The Effects of the Decision to Activate the Electronic Import Form (MI) System on the Market and National Security: (Challenges and Solutions) – Whispers of Letters – ✍️ Dr. Al-Baqir Abdul Qayyum Ali
Many people have prejudices against the Sudanese customs, considering that its designated director, General Salah Ahmed Ibrahim, made the decision to implement the certificate system (IM), which affected the passages in a general state of rickets and disrupted all customs. This case is an attempt on their part to demonize the man without fault, and what is known, necessarily, this case will harm the interests of those who are hidden and may cause damage to many traders. in prison, otherwise it will permanently remove them from the market. This is the case of Sudan. All decisions come suddenly and the consequences are not taken into account. It is as if the one who is subjected to the sword of this decision does not care about the state. at all.
However, I would like to clarify to those who are not satisfied with this decision of the Sudanese customs administration: that the customs is only an executive body responsible for implementing laws and regulations related to trade and customs taxes, and its main role is to implement policies issued by higher authorities such as the Presidency or the Ministry of Trade, and it does not have the power to legislate, and its basic mission is limited only to the control and inspection of goods, the collection of customs duties and the organization of import and export operations in accordance with current legislation.
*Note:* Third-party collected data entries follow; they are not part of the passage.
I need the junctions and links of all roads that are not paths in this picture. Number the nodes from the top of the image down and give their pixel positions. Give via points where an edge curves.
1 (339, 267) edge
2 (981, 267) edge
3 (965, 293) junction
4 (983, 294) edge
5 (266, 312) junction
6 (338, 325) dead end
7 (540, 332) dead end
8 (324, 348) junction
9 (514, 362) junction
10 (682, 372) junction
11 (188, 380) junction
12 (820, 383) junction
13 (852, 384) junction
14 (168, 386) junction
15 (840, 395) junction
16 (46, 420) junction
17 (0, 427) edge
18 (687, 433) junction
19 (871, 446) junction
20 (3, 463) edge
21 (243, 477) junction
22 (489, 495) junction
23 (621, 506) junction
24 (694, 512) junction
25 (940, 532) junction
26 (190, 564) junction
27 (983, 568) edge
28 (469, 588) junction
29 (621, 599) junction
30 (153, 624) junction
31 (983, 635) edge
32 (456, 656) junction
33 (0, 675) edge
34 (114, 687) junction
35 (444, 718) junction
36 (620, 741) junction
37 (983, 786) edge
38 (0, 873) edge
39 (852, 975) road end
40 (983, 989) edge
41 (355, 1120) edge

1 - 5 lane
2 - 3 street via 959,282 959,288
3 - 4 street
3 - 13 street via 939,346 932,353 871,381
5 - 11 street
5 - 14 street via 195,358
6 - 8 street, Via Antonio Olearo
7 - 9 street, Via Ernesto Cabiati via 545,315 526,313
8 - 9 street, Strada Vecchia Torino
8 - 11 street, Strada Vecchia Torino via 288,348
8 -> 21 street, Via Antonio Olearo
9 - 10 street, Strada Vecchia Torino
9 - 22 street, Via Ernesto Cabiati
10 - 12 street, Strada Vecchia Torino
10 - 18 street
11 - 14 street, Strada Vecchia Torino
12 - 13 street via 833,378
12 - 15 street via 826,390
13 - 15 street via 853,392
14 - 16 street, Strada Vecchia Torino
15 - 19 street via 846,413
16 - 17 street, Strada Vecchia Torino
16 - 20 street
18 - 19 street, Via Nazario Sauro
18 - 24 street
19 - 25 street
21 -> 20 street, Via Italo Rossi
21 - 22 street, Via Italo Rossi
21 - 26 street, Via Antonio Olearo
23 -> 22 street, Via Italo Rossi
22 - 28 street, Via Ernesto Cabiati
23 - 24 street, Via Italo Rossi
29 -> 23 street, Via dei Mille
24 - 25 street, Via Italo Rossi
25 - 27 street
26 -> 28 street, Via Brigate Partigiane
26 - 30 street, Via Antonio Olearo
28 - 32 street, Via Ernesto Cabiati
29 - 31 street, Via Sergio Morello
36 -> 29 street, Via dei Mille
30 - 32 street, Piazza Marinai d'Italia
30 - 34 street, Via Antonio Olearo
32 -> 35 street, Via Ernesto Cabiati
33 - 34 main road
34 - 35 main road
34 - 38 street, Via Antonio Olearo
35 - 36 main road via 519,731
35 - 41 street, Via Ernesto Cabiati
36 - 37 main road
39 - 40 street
The measure that has been taken includes preventing the clearance of any import transaction except through the electronic import form (IM), which means that banks cannot initiate any banking procedure or transfer foreign cash abroad for import purposes without submitting this form, and the aim of this measure is to regulate the market and reduce pressure on the parallel market by ensuring effective control of all import operations and means of payment, which protects available foreign exchange earnings.
This decision, whether negative or positive, was not issued by Customs, but by other bodies such as the Ministry of Commerce or the higher economic authorities, as an executive body, which are required to implement this decision, and to apply it literally in customs clearance operations, the aim being to ensure compliance with the new procedures that regulate import operations in accordance with government policies that control foreign exchange trade.
The customs institution, which plays an advisory role to the government, must provide advice and guidance to the state administration regarding these customs procedures, which are considered arbitrary because they came about suddenly and the supplier was not consulted about them or was not even informed of the situation. the date of their entry into force, and customs must explain the potential effects of these decisions of the public administration, it is necessary that they provide advice on how to implement the decision in a way that reduces its negative effects on traders and the market. general.
It is certain that this decision will negatively affect the interests of traders whose goods have arrived at ports and crossing points. It is the duty of customs to convey these concerns to the authorities concerned in order to clarify how to deal with these cases and to propose appropriate solutions to ensure that the clearance of goods that have already arrived is not disrupted.
As for the purchase of Libyan oil, I was talking about the term purchase and I did not use the term import, because the sale of this oil is done in local currency, and therefore it is necessary that (Libyan oil) be excluded from these procedures. which require the use of the electronic import form (IM). Which require transfers in foreign currency, excluding Libyan oil from this decision would be logical to avoid complicating import operations, and to avoid affecting supplies made by different financial methods, and this exception must be clarified by official guidelines in order to ensure that no problems arise when implementing the new procedures.
Since the purchase of Libyan oil does not affect hard currency reserves, its exclusion from the requirements of the electronic import form (IM) may be a justification to avoid any negative effects on the market or suppliers.
I want to issue a strong warning to the government, and the highest authorities must take this warning seriously: if Libyan oil is not exempted from all restrictions that facilitate its entry, suppliers will certainly turn to other alternatives, and these alternatives take it to Darfur, which will give the militia supply opportunities, which will strengthen its strength, and this matter could have undesirable repercussions on national stability and security.
The competent authorities must be aware of the procedures they are initiating and study all the repercussions that arise from such decisions that always come at inappropriate times, and the State must understand these problems in greater depth and try to find appropriate solutions to them as quickly as possible so that no harm is caused to citizens and to ensure the continuity of supplies without harming the economy or national security.